- _What to produce_: Could you report every line from the entries that includes the word "wrist"?
'''
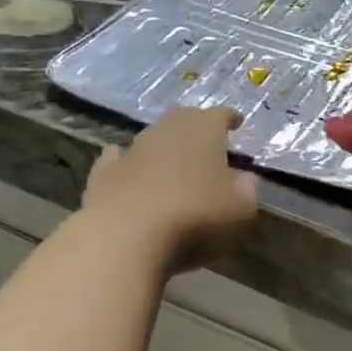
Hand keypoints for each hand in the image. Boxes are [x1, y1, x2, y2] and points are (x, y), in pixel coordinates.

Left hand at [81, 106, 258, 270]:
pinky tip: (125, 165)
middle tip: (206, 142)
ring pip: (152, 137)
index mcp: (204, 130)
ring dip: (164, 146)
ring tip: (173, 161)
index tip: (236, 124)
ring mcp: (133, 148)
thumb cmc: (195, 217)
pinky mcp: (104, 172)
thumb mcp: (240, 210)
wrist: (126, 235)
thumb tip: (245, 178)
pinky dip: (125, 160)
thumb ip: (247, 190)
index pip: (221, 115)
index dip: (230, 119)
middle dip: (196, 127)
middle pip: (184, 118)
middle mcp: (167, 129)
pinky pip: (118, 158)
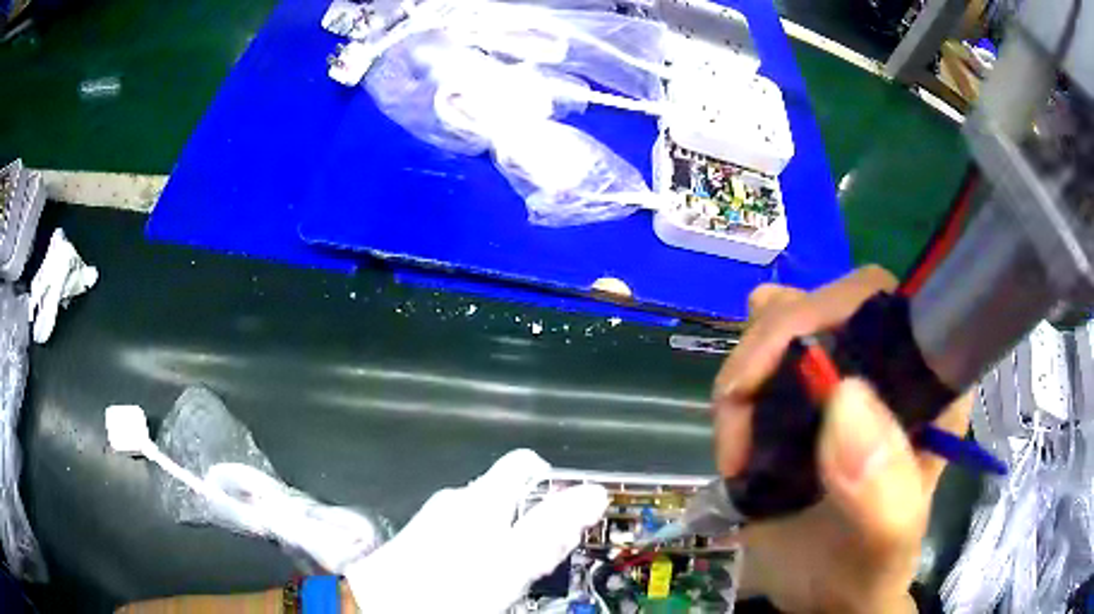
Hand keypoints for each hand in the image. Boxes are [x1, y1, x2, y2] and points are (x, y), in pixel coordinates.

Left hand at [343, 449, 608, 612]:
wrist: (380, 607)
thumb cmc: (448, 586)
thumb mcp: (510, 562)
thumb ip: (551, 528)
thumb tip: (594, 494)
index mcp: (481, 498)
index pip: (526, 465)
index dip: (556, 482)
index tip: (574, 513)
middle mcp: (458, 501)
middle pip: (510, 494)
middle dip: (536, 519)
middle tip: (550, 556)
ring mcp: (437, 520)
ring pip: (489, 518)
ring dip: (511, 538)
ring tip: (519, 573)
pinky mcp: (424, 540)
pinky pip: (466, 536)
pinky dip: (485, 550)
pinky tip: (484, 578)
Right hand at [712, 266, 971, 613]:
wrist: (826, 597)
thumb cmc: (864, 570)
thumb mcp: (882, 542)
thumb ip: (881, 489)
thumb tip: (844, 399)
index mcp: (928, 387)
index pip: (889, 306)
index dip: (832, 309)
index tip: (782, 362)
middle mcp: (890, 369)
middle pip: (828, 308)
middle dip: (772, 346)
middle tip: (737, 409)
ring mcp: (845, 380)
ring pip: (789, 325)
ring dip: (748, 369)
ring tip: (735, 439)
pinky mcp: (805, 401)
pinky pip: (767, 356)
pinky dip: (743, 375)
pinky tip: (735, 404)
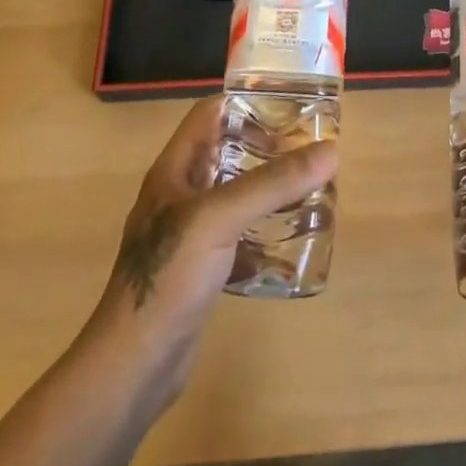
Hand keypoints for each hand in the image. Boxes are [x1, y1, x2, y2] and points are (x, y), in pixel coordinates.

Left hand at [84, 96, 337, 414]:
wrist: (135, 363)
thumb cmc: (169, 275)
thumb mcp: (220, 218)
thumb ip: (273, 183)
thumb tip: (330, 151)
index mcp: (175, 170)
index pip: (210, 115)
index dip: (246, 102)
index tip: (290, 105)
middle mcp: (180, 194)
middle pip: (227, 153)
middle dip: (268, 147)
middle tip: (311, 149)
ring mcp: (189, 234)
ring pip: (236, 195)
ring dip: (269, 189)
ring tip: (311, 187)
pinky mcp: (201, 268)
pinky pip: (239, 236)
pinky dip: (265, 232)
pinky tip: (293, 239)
'''
'''
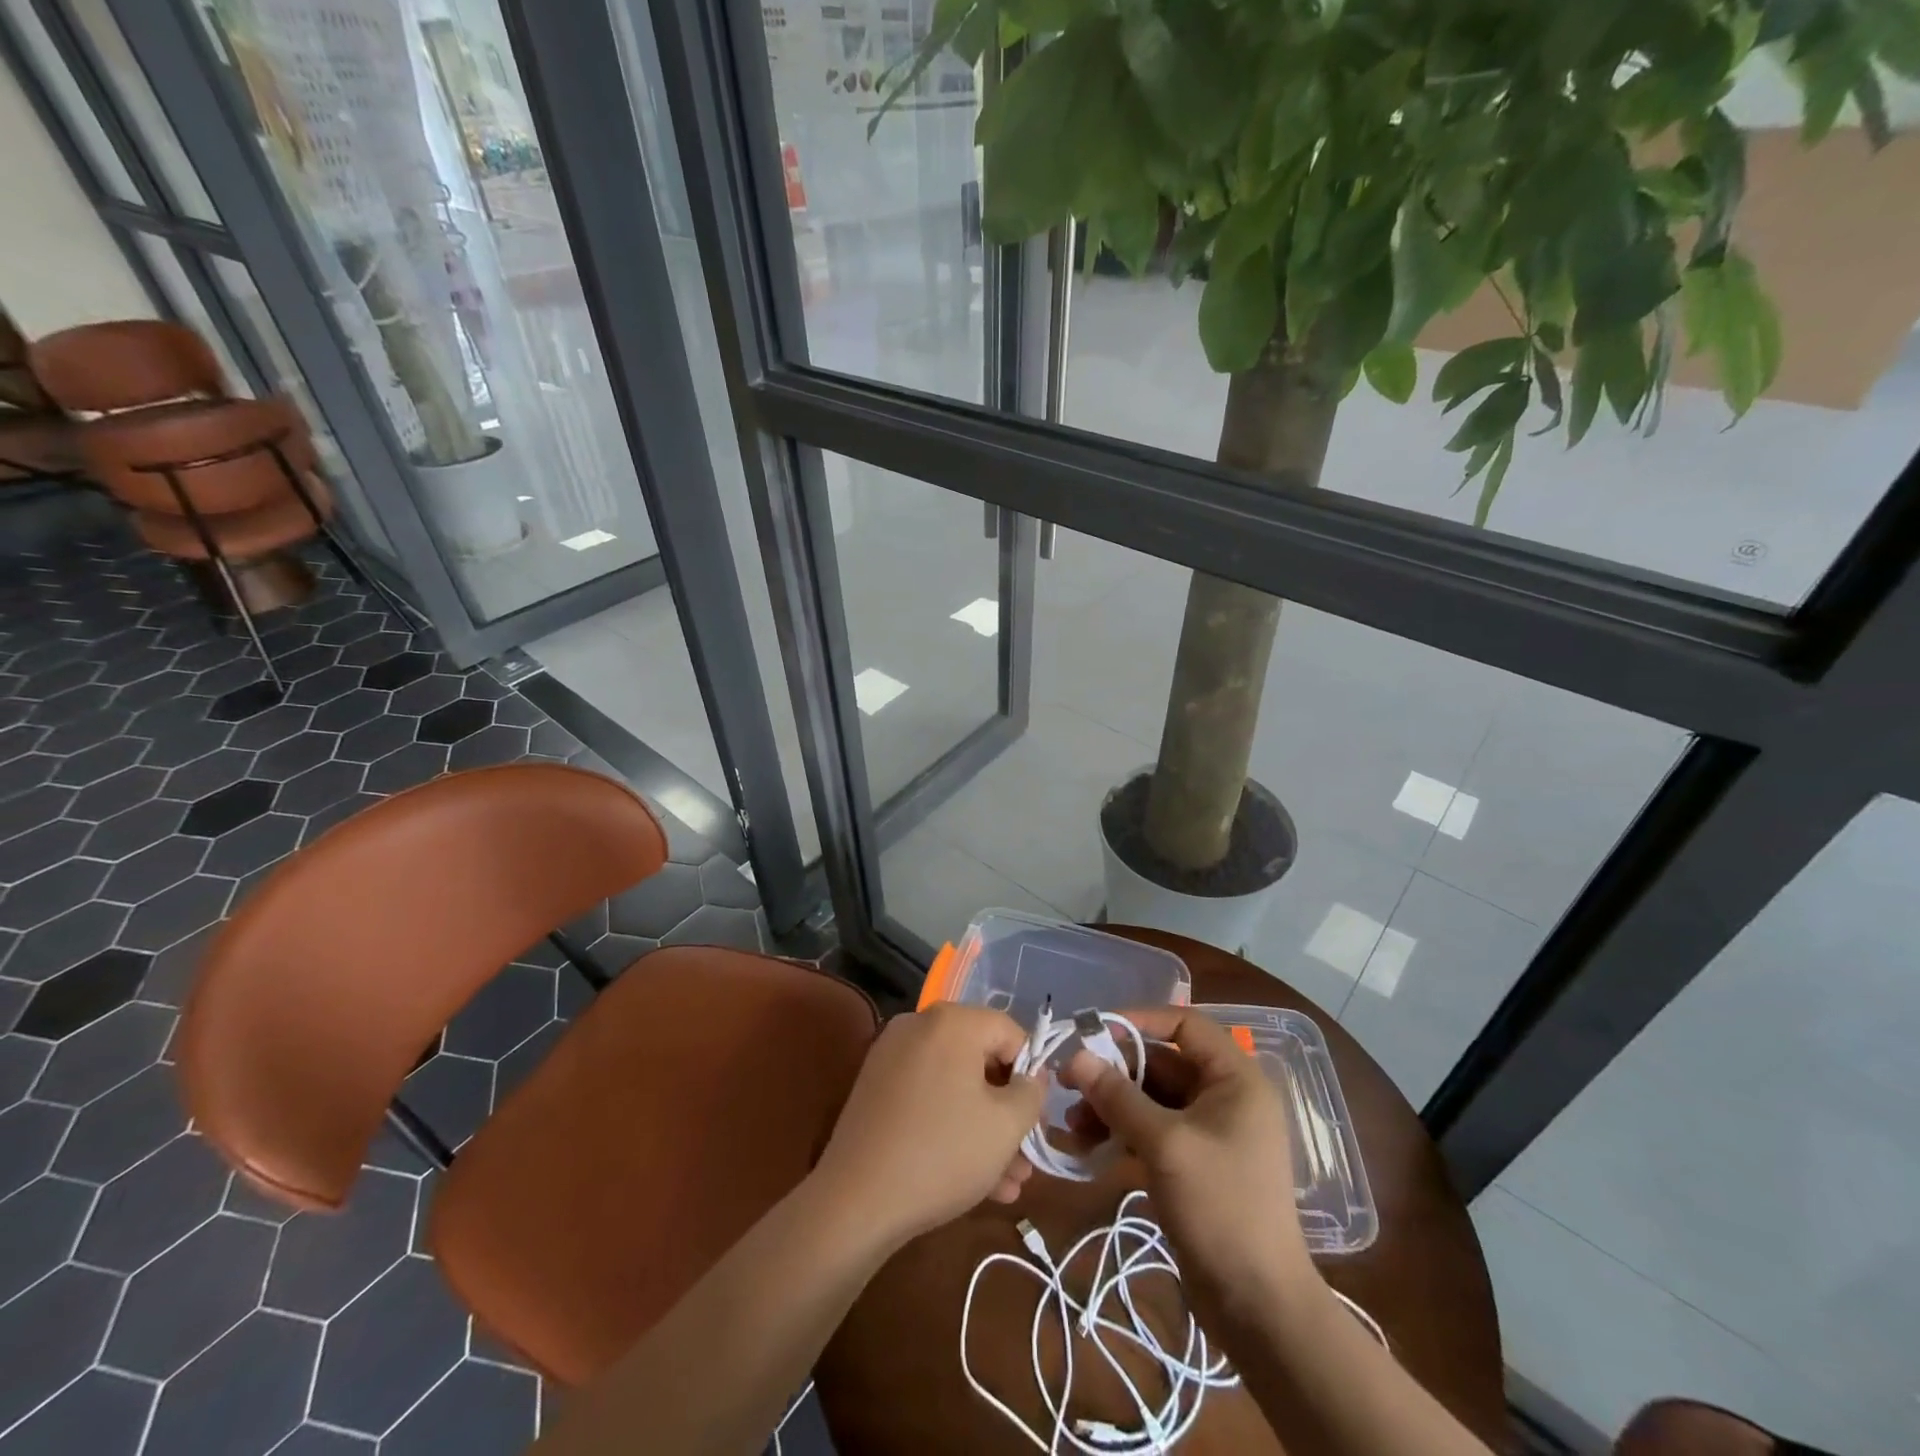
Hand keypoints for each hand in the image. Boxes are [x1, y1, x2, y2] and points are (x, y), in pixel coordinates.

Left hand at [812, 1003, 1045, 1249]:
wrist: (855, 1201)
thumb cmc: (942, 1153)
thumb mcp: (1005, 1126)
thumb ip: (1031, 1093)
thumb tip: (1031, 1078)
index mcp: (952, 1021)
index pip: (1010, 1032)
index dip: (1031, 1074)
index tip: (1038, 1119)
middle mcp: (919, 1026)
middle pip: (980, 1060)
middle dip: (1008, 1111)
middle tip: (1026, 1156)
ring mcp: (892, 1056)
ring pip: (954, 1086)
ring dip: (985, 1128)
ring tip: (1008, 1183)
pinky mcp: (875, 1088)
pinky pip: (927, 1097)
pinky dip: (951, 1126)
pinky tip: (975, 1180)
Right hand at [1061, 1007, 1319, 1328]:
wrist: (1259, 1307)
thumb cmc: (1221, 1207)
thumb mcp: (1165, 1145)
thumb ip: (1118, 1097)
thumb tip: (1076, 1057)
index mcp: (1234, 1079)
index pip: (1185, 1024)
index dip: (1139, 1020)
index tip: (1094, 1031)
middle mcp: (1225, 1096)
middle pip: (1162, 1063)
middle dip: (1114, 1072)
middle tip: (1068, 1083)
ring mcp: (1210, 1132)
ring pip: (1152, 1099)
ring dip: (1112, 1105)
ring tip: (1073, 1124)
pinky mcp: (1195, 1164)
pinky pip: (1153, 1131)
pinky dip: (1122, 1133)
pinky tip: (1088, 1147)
'''
- _Answer space_:
wrist: (126, 235)
wrist: (380, 607)
wrist: (826, 597)
wrist: (135, 363)
wrist: (855, 1201)
wrist: (1259, 1307)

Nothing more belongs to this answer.